They wanted to be a part of this big thing that was happening. The thing that I was most surprised by was the grandeur and that this mega-event had popped up out of the desert from nothing, over the course of five years.
But the thing that it didn’t do for me was tell stories about the future. All the references to technology innovation were very corporate. It was like McKinsey-esque slides. The future looks like big data, AI, smart cities, urban mobility!
But those are future-oriented ideas, right?
Yes, but even with those concepts, there’s no underlying idea of how we actually get there. I remember walking into the Spain Pavilion. It was cool. They had this great film. There’s some cool art. And in their lobby they had a Hyperloop pod. And that was it. It was like: “Hyperloops! Spain!”
There’s no sense of plan.
There’s no: here’s who’s building this. They just thought “this would be cool!” “Hyperloops seem futuristic. Let's put one here.”
That's one of the key differentiators we need to focus on with the [new World’s] Fair.
How do we talk about the future and technologies and give people the pathways to see how these things come to fruition?
A lot of modern museums seem to have this problem, too. It’s a very superficial “look at this! And look at this!”. Something about this feels unpersuasive or kind of lame, even when it’s positive and about the future.
Are you suggesting a World’s Fair should focus on how concretely we get from now to the cool thing?
Yeah. The countries were clearly focused on their own self-promotion. If you look at the Wikipedia article, you’ll see that, World’s Fairs have kind of gone through a couple of eras and the Expo Dubai era is part of “nation branding.”
All the countries are showing up, trying to promote their own goods and services, promote economic development, promote tourism. And when you step into their pavilions, you really feel like, “Oh, this is an ad to come invest in this country.”

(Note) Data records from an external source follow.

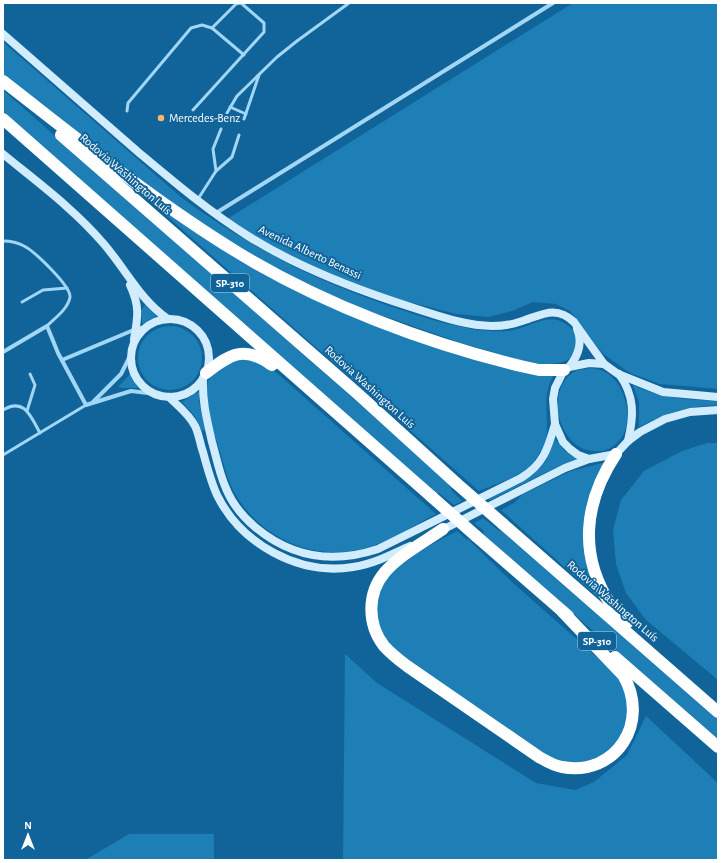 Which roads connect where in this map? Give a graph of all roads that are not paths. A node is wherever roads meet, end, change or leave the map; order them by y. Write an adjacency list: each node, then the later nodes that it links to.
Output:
1 (240, 3): 4 (lane); 6 (lane)
2 (349, 3): 7 (lane)
3 (553, 3): 21 (street)
4 (212, 28): 6 (lane); 11 (lane)
5 (3, 34): 20 (main road, Avenida Alberto Benassi)
6 (244, 55): 10 (lane)
7 (259, 75): 9 (lane); 13 (lane)
8 (3, 83): 36 (highway); 57 (highway, Rodovia Washington Luís / SP-310, bridge)
9 (230, 107): 12 (lane); 13 (lane)
10 (193, 110)
11 (127, 111)
12 (227, 113)
13 (246, 114): 15 (lane)
14 (3, 119): 45 (highway, SP-310)
15 (244, 119)
16 (221, 129): 19 (lane)
17 (239, 135): 19 (lane)
18 (3, 154): 23 (main road)
19 (216, 171): 20 (lane)
20 (197, 201): 21 (main road, Avenida Alberto Benassi)
21 (215, 214): 27 (main road, Avenida Alberto Benassi)
22 (3, 241): 24 (lane)
23 (122, 268): 26 (main road); 30 (main road)
24 (67, 288): 25 (lane); 28 (lane)
25 (22, 302)
26 (168, 319): 29 (main road); 39 (main road)
27 (574, 322): 35 (main road, Avenida Alberto Benassi); 36 (main road)
28 (47, 326): 32 (street); 34 (street)
29 (147, 326): 30 (street); 31 (main road)
30 (136, 329): 31 (main road); 34 (street)
31 (134, 343): 33 (main road)
32 (3, 352)
33 (131, 354): 40 (main road); 43 (street)
34 (62, 360): 44 (street)
35 (604, 364): 36 (main road); 38 (main road)
36 (566, 369): 49 (main road)
37 (30, 374): 48 (lane)
38 (618, 374): 42 (main road); 51 (main road)
39 (205, 376): 41 (main road); 45 (highway); 49 (main road)
40 (156, 394): 41 (main road); 43 (street)
41 (169, 397): 55 (main road)
42 (718, 397)
43 (93, 403): 44 (street)
44 (86, 405): 50 (lane)
45 (330, 408): 56 (highway, SP-310, bridge)
46 (3, 410): 48 (lane)
47 (718, 410): 51 (main road)
48 (28, 411): 50 (lane)
49 (555, 424): 54 (main road)
50 (40, 433): 53 (lane)
51 (628, 441): 52 (main road)
52 (616, 454): 54 (main road); 57 (highway)
53 (3, 455)
54 (589, 458): 55 (main road)
55 (442, 529): 56 (highway)
56 (562, 611): 59 (highway, SP-310)
57 (661, 662): 58 (highway, Rodovia Washington Luís / SP-310)
58 (718, 712)
59 (718, 747) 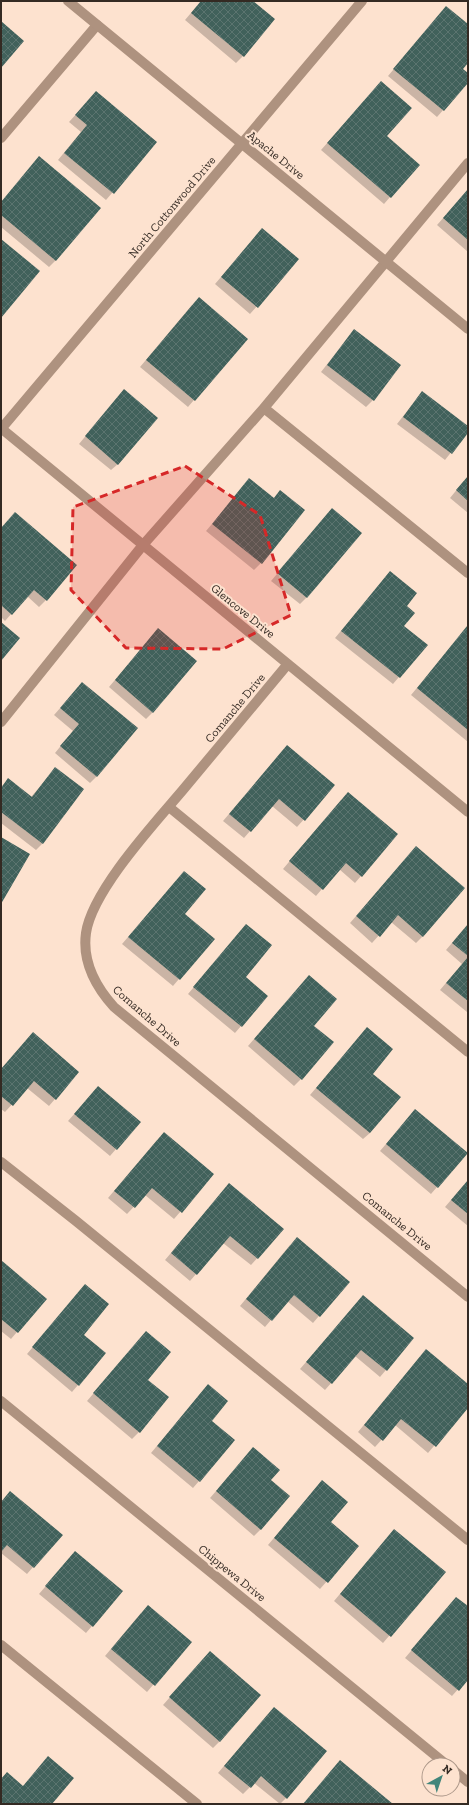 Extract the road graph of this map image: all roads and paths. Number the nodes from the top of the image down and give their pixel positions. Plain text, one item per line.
1 (68, 1) edge
2 (362, 1) edge
3 (97, 25) junction
4 (1, 138) edge
5 (242, 144) junction
6 (468, 163) edge
7 (386, 261) junction
8 (468, 329) edge
9 (264, 408) junction
10 (1, 429) edge
11 (143, 545) junction
12 (468, 573) edge
13 (288, 665) junction
14 (1, 722) edge
15 (169, 807) junction
16 (468, 812) edge
17 (468, 1052) edge
18 (1, 1162) edge
19 (468, 1296) edge
20 (1, 1401) edge
21 (468, 1540) edge
22 (1, 1645) edge
23 (438, 1757) edge
24 (197, 1804) edge

1 - 3 street, Apache Drive
2 - 5 street, North Cottonwood Drive
3 - 4 street
3 - 5 street, Apache Drive
5 - 7 street, Apache Drive
5 - 10 street, North Cottonwood Drive
6 - 7 street
7 - 8 street, Apache Drive
7 - 9 street
9 - 11 street
9 - 12 street
10 - 11 street, Glencove Drive
11 - 13 street, Glencove Drive
11 - 14 street
13 - 15 street, Comanche Drive
13 - 16 street, Glencove Drive
15 - 17 street
15 - 19 street, Comanche Drive
18 - 21 street
20 - 23 street, Chippewa Drive
22 - 24 street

And experiences are designed not for you and I as attendees, but for the political or corporate class who are going as a way to do deals in the the VIP rooms. The architecture and the art and the experiences are just a facade.
So you're saying it’s a cool kids club?
Yeah. It's like that Steve Buscemi meme where he’s got the skateboard saying, “Oh, look at me kids! I’m a cool kid too!”
It sounds like you’re focused on process: the how we arrive to the future.
Yeah. I think all these technologies and all these possibilities need to be supported by story.
How do we go from where we are today to this future? But also, how do we give people a behind the scenes look at what it takes to develop supersonic jets? How does CRISPR actually work?
What are the implications of this? There’s the details about how it works, but there’s also the story of what this is going to do for the lives of everyday people around the globe.
Story is an overlooked piece. Most people don't think it’s important, but you have to contextualize all of these things for people.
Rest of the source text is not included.